### EXERCISE BRIEF
For the entries that follow, restate word for word the line containing "middle tip: (591, 397)", the line containing "middle dip: (913, 430)", and every line that lies between them.

### SUPPLIED RECORDS
»»

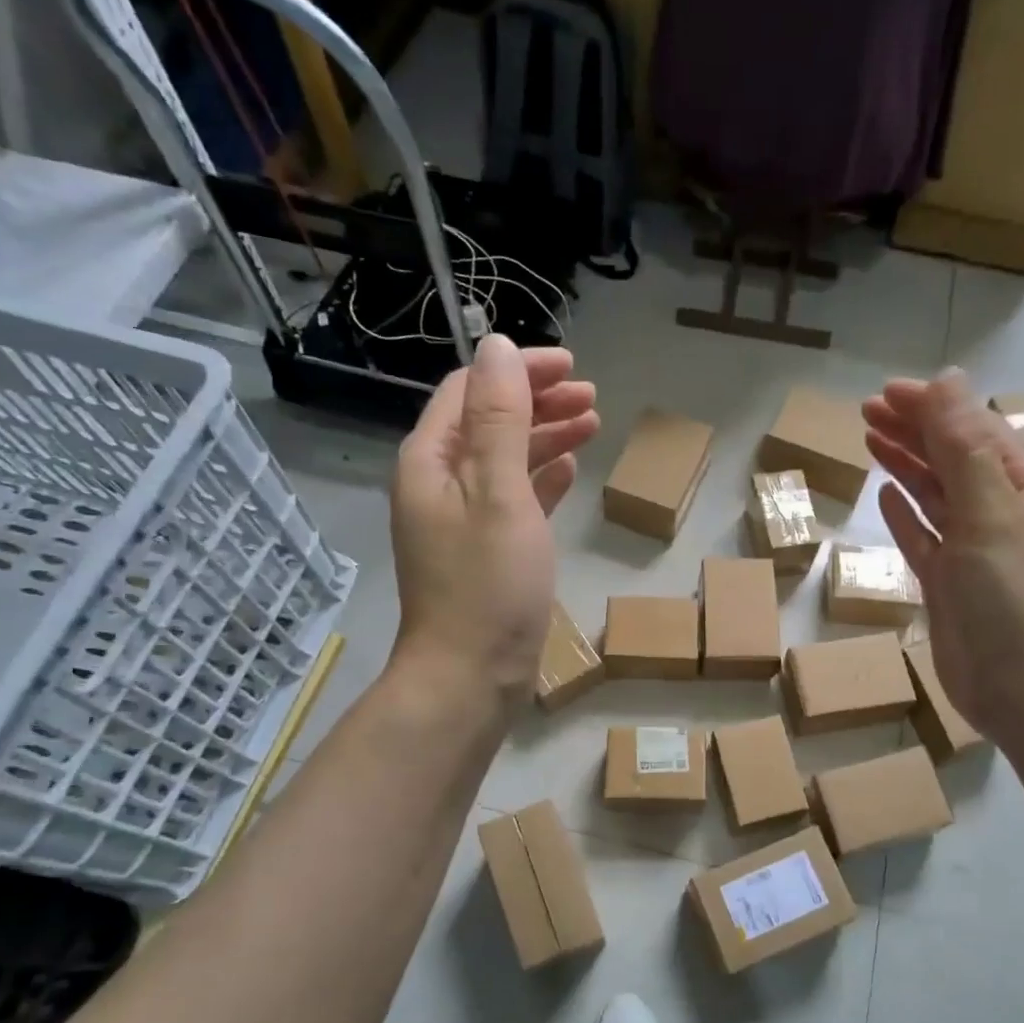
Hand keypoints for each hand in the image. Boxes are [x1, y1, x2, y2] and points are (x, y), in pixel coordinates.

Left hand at [390, 336, 598, 700]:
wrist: (471, 676)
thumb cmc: (488, 585)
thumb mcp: (499, 493)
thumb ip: (499, 418)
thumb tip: (496, 346)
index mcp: (431, 461)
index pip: (470, 391)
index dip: (518, 370)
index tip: (571, 365)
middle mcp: (439, 483)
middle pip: (488, 421)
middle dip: (538, 401)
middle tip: (591, 397)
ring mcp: (461, 519)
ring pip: (504, 459)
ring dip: (545, 437)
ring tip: (592, 425)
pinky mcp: (485, 551)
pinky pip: (513, 498)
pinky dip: (540, 479)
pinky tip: (568, 471)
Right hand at [862, 371, 1023, 746]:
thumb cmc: (1014, 596)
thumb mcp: (989, 511)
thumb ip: (964, 446)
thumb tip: (948, 379)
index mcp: (1023, 488)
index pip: (974, 430)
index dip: (932, 406)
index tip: (884, 393)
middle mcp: (1000, 513)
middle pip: (952, 458)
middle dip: (913, 430)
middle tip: (865, 411)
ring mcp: (973, 551)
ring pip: (935, 495)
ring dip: (906, 465)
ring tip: (869, 439)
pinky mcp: (949, 584)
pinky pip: (924, 537)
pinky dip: (906, 514)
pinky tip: (886, 495)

««

### TASK RESULT
middle tip: (591, 397)
ring mcp: (461, 519)
ring pip: (504, 459)
ring dip: (545, 437)
ring tip: (592, 425)
pinky mcp: (485, 551)
pinky pip: (513, 498)
pinky dip: (540, 479)
pinky tip: (568, 471)
Right hand at [862, 371, 1023, 746]:
thumb cmc: (1014, 596)
thumb mcp: (989, 511)
thumb ip: (964, 446)
thumb tip: (948, 379)
index mcp: (1023, 488)
index pip: (974, 430)
index dip: (932, 406)
index tip: (884, 393)
middle mcp: (1000, 513)
middle pip: (952, 458)
middle dip: (913, 430)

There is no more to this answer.